Destra nazionalista o sinistra populista, il dopo Draghi sarebbe comunque un doppio scenario da incubo sia per l’economia delle imprese sia per la salute degli italiani, che ricadrebbe peraltro nella responsabilità piena dell’eventuale Presidente della Repubblica Mario Draghi, il quale al Quirinale non avrebbe il potere esecutivo necessario a risolvere la situazione di cui invece dispone oggi.
L’obiezione “meglio che ci sia Draghi, invece che un altro, ad affrontare questo disastro annunciato” è fallace perché Draghi c’è già adesso, e sta nel posto giusto e con i poteri giusti per risollevare il paese, per rimandare a un momento si spera più favorevole il ritorno del bipopulismo e con l’opportunità nel frattempo di agevolare un’offerta politica positiva intorno alla sua agenda di riforme e buon governo, magari varando anche una legge elettorale proporzionale che metta in sicurezza il paese dai pericoli fascisti e neo, ex, post marxisti.
In assenza di una svolta riformista del Pd e di Forza Italia, davvero remota al momento, ma anche in mancanza di una credibile aggregazione liberal democratica, basterebbe approvare una leggina come quella del 1948 per eleggere il prossimo Parlamento, dando rappresentanza a tutte le forze politiche in base alla percentuale dei voti ottenuti alle urne, in modo da escludere colpi di testa e di prefigurare un ritorno di Draghi a Palazzo Chigi alla guida di una composita maggioranza unita da un comune spirito repubblicano.

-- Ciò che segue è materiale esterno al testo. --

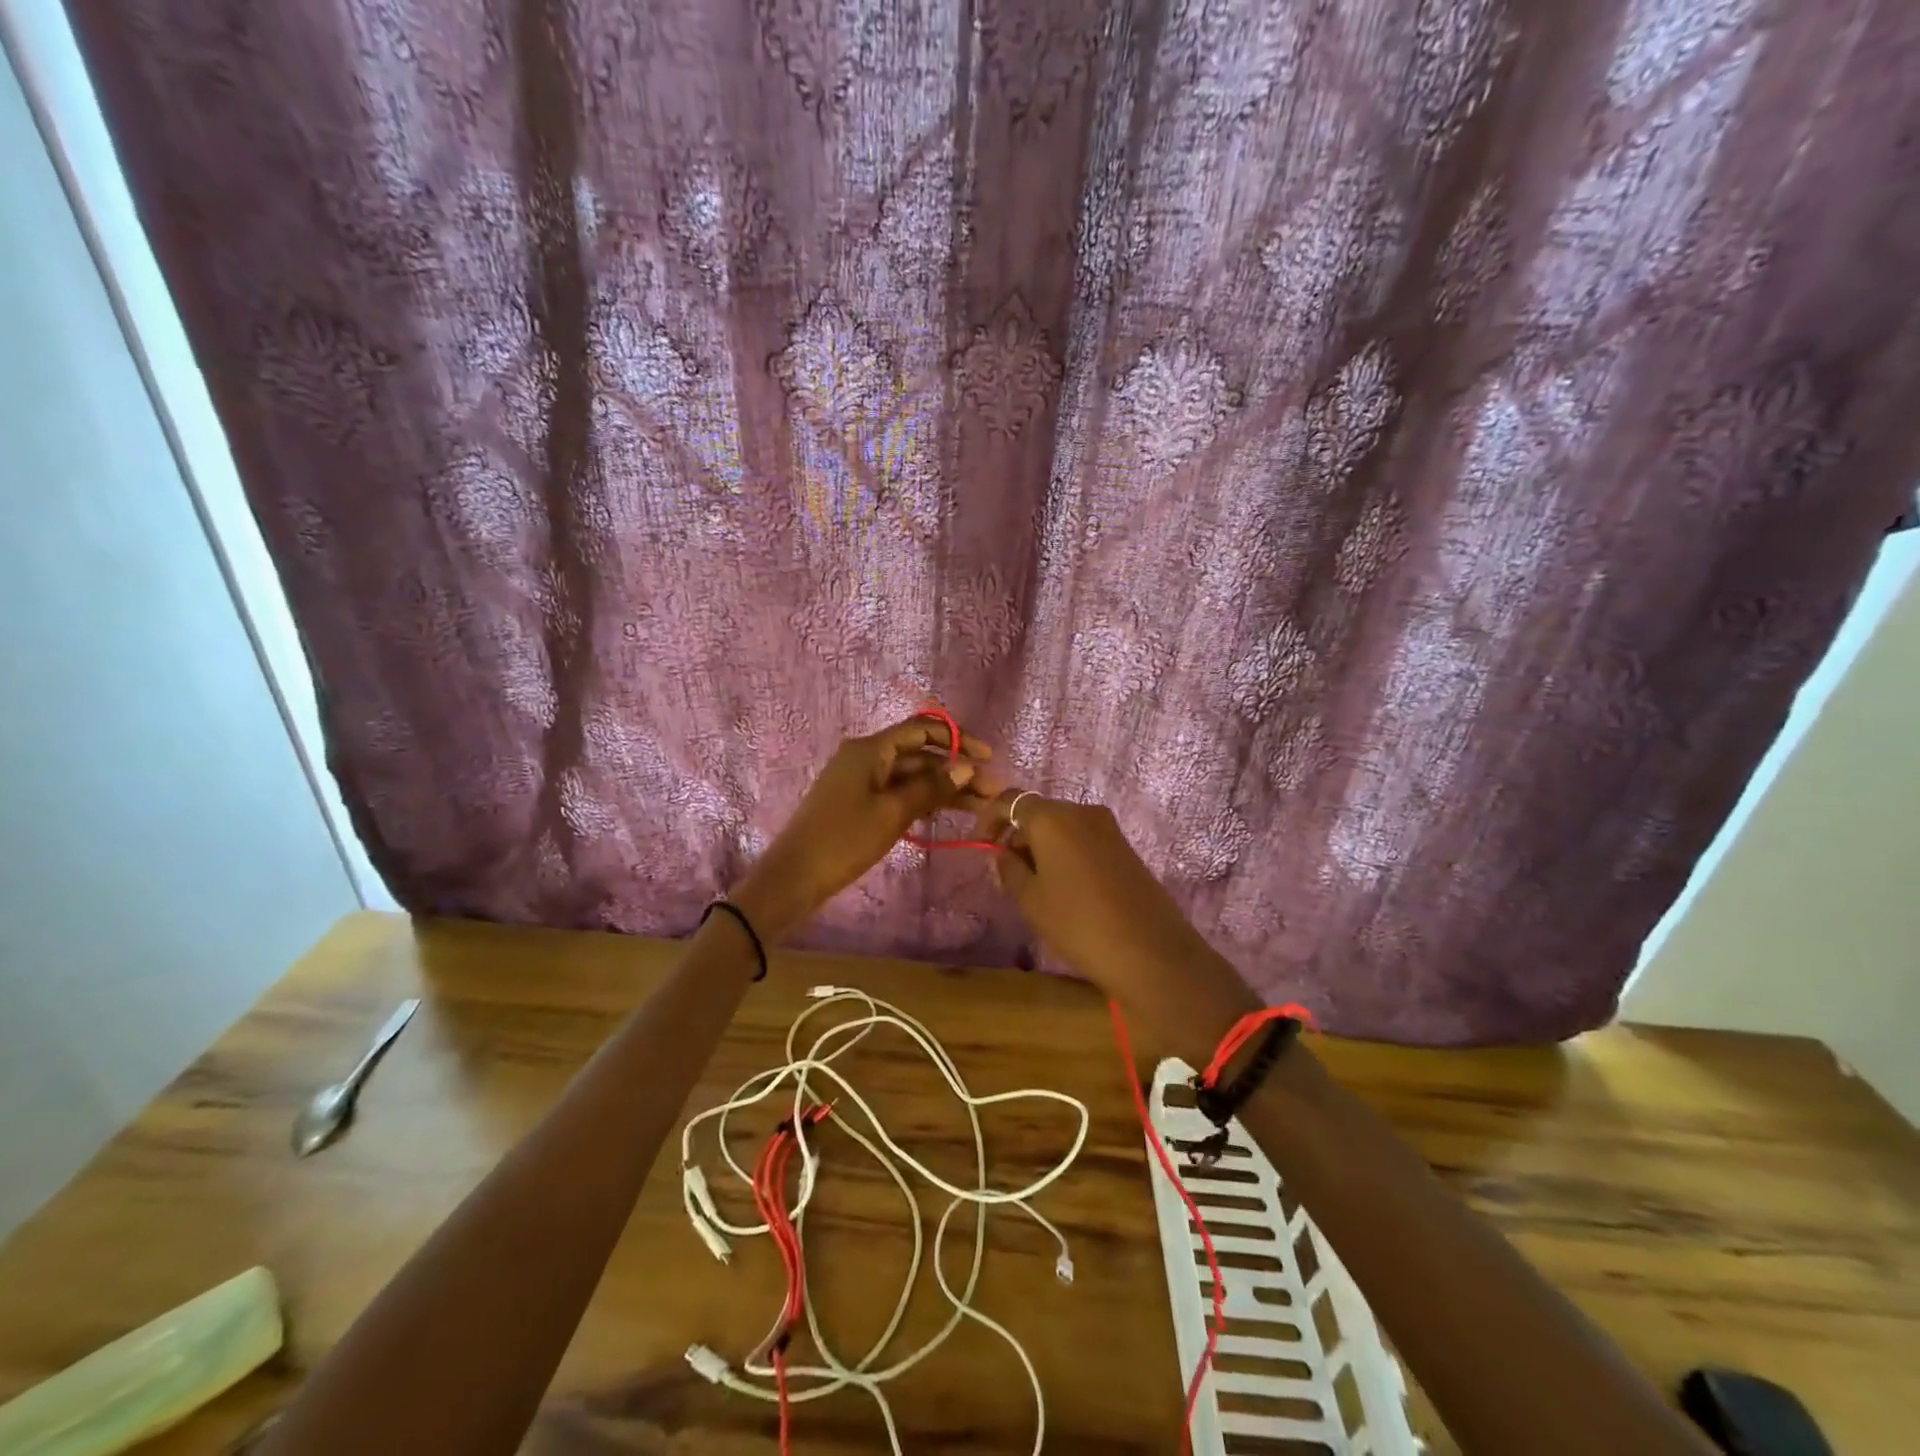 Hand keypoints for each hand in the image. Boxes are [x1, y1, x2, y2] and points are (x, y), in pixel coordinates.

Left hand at [731, 717, 988, 941]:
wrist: (794, 878)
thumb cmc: (843, 841)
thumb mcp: (892, 813)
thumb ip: (931, 787)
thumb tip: (966, 766)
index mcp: (869, 749)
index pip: (921, 729)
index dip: (957, 739)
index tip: (987, 758)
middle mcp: (865, 757)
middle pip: (919, 755)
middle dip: (955, 770)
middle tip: (991, 794)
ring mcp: (861, 780)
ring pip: (911, 776)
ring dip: (943, 788)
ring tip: (980, 807)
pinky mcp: (859, 803)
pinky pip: (898, 792)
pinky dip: (923, 800)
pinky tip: (947, 813)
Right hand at [971, 790, 1259, 1058]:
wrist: (1150, 951)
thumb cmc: (1078, 922)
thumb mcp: (1031, 899)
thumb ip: (1009, 869)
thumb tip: (1004, 853)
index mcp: (1052, 817)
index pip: (1010, 800)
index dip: (989, 818)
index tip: (981, 844)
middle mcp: (1081, 811)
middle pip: (1039, 813)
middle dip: (1018, 836)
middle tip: (1006, 874)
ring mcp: (1108, 828)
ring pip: (1062, 827)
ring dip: (1042, 847)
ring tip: (1033, 887)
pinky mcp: (1125, 847)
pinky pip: (1084, 840)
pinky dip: (1066, 854)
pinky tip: (1064, 889)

Se Draghi lasciasse Palazzo Chigi a missione non compiuta sarebbe un disastro annunciato per il paese, di cui peraltro i membri del governo sono perfettamente al corrente, perché già adesso raccontano a microfoni spenti che senza l’intervento diretto del premier non riuscirebbero a portare avanti i progetti del Pnrr. Gli imprenditori e i produttori del Pil italiano, ma anche i sindacati, sanno altrettanto bene che in questo momento l’Italia non si può permettere il trasloco di Draghi, e lo sanno anche gli investitori internazionali e i partner europei.
Ma se c’è qualcuno che conosce esattamente il pericolo reale che correremmo se anticipassimo di un anno lo scenario bipopulista, senza peraltro aver prima messo in sicurezza il paese, questo qualcuno è Mario Draghi.